Perhaps the one who left Montreal, on the run, trying to escape from his life and the person he had become in it. Since that is as impossible for all of us as it was for Satan in Milton’s “Paradise Lost”, who remarked “Hell is where I am,” there clearly needs to be some other strategy for change than simply leaving the scene of the time. If that other element of change doesn’t occur, then it seems inevitable that the same issue will strike roots where we happen to land. That is surely a pretty familiar dynamic to everyone. But sometimes a happier outcome arrives at our new doorstep. Sometimes a change in circumstance ushers in a new time of growth. Why is that? Is it just some kind of dumb luck, further evidence that some people are lucky and others are destined to be miserable? Perhaps, yet if the outcome of such flights from the intolerable is something we can influence, who would not want to learn that trick? Who would not choose to be happy and fulfilled, if it lay within their power to be so? Have we not all had that momentary impulse to listen in a new way, and then there it is, clear as daylight, the sound of a bird bathing the world in a fresh light, or the sound of a creaking tree trunk deep in the forest, bidding us to pick ourselves up and follow?
Sure enough, right on schedule, the rubber band tied to my back stretched tight and I had to clutch the small table in my Calgary YMCA room in order not to be immediately pulled out the window and back to Montreal, gnashing and wailing all the way, back to the life I had three months earlier so narrowly escaped. This was my deepest fear, and it lay coiled within me. Those feelings of accomplishment and transformation, which I had believed were occurring–as I pitched hay bales, rode horses in pursuit of ferocious bulls, drove huge tractors towing cultivators,–now showed up in my mind as superficial fantasies. When the farm jobs, which now appeared to be the temporary bounty of an autumn harvest, started running out, and my visits to the labor pools left me loitering in waiting room, looking hopelessly at cork bulletin boards, I looked within and found an old fear, proclaiming I had run out of options.
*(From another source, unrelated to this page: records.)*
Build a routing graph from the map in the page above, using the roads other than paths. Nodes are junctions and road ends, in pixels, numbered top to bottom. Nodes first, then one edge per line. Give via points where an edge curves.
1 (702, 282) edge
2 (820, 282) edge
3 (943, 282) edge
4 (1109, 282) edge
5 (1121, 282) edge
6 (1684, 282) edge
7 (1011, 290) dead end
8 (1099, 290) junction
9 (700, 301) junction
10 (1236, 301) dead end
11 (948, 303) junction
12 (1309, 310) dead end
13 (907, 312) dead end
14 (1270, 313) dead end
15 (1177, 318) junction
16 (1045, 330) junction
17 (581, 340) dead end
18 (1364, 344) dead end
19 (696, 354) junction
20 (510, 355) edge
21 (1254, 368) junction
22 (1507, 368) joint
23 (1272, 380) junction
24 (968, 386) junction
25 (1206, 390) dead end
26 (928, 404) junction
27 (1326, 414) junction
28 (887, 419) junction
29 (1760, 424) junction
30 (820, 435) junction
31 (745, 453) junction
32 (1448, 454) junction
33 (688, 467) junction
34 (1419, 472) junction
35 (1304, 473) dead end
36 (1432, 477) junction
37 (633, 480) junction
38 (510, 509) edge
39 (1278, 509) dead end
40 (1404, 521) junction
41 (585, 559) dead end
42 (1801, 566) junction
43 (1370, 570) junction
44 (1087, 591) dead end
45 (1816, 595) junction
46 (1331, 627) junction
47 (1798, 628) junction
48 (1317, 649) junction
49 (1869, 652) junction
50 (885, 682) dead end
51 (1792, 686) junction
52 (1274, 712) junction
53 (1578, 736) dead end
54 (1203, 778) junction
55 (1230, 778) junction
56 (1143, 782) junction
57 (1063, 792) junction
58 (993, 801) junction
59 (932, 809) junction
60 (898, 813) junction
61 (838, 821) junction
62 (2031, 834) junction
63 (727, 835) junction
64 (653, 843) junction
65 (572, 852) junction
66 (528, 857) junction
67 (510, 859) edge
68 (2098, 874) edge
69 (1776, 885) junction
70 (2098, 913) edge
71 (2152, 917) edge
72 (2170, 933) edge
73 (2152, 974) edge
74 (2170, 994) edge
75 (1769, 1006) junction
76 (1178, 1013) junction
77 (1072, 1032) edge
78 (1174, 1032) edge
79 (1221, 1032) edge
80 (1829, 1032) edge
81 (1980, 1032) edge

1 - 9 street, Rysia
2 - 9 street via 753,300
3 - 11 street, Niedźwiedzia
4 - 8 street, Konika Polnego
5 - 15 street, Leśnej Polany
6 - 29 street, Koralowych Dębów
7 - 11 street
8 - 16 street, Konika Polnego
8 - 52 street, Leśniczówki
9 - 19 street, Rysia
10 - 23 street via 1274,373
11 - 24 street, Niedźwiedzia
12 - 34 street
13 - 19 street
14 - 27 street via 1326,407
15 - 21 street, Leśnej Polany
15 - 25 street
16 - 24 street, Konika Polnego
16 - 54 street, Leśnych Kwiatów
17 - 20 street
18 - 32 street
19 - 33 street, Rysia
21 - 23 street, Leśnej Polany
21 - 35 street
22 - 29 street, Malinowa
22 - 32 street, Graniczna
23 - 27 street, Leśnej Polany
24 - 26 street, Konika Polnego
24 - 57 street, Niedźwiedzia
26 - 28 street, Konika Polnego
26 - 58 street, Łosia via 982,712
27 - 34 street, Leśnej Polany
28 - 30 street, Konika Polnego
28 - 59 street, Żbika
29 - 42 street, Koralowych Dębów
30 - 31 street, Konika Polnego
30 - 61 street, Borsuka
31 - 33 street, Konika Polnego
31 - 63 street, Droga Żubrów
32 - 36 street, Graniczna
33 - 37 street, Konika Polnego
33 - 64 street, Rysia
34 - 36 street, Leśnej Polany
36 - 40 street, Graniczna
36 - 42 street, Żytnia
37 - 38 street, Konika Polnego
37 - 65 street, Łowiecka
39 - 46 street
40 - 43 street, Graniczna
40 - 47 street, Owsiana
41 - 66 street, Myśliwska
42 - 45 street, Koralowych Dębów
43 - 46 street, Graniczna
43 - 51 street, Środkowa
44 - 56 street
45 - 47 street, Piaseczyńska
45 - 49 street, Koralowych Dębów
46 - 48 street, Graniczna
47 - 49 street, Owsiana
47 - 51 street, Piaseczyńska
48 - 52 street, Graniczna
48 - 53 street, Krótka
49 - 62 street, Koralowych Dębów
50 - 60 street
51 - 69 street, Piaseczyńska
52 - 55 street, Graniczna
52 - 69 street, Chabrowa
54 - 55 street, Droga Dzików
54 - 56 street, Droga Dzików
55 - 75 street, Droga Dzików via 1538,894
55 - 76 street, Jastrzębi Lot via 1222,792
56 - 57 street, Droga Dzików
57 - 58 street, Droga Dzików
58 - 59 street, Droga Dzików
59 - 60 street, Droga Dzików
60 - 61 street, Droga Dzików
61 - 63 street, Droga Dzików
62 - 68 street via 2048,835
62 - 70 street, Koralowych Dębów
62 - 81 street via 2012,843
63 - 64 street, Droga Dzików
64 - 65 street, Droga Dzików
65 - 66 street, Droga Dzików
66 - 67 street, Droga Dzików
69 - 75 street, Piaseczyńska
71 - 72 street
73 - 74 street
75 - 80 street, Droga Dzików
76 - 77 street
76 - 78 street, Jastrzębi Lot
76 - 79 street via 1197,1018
Whither had flown the delight in doing new things, learning new skills, working with different kinds of people than my old fellow denizens of claustrophobic cubicles? The future once more looked like someone else’s department. It once again looked like I was still sentenced to endless repetitions of the past. Like Sisyphus endlessly rolling his giant bolder up the same hill, only to watch it careening back down the foot of the hill, I had failed to develop any new possibilities. As the harvest shut down for another year, so was the brief flowering of enthusiasm and belief in change that had briefly bloomed in me.
This might sound like an excessive swan song to craven weakness except for two things: first, I’ve noticed that these kinds of feelings are the daily companions of many other people, and second, something rescued me in that Calgary YMCA room more than thirty years ago.
It must have been Grace.
But perhaps something else opened the door to that Grace, something that anyone could teach themselves, including later versions of myself. That could be important to know, if those dark forebodings of annihilation once more return to take up roost.
So let me look more closely at that evening in the YMCA room, when I suddenly felt as hopeless as I had ever felt in Montreal, and perhaps even more so, because in between I had tasted freedom and the beginnings of a belief that I could actually belong in the world.
In the previous week or so there had been daily visits to the same Labor Pool that had opened the doors to those exciting jobs in the great outdoors, the kind that gave you callouses on your hands (no small matter to hands used only to a keyboard) and arms able to heft hay bales and wield a pick and shovel. But does it help a person’s confidence to notice that, in addition to not being able to make a go of a new beginning, you are also spineless in the face of a despair that descents like a bird of carrion waiting for you to stumble? Not especially.
And that was a clue that came home that evening. It began to dawn on me that what I was experiencing could not possibly be unique to me. In fact, wasn’t it the case that I had not been alone at the labor pools looking in vain for work? Memories of men and women standing around outside, smoking, chatting, waiting to see if something turned up, came back.
Why was I so special? Did my discomfort in the face of the unknown warrant this collapse into full-fledged panic? Not only was this clearly a colossal overvaluation of my relative importance in the overall scheme of things, which in and of itself does not tend to count much when we are already shaking with fear, anymore than a rabbit can be reassured by being told that the coyote panting nearby also has is own problems. Such as that he is faint with hunger, maybe?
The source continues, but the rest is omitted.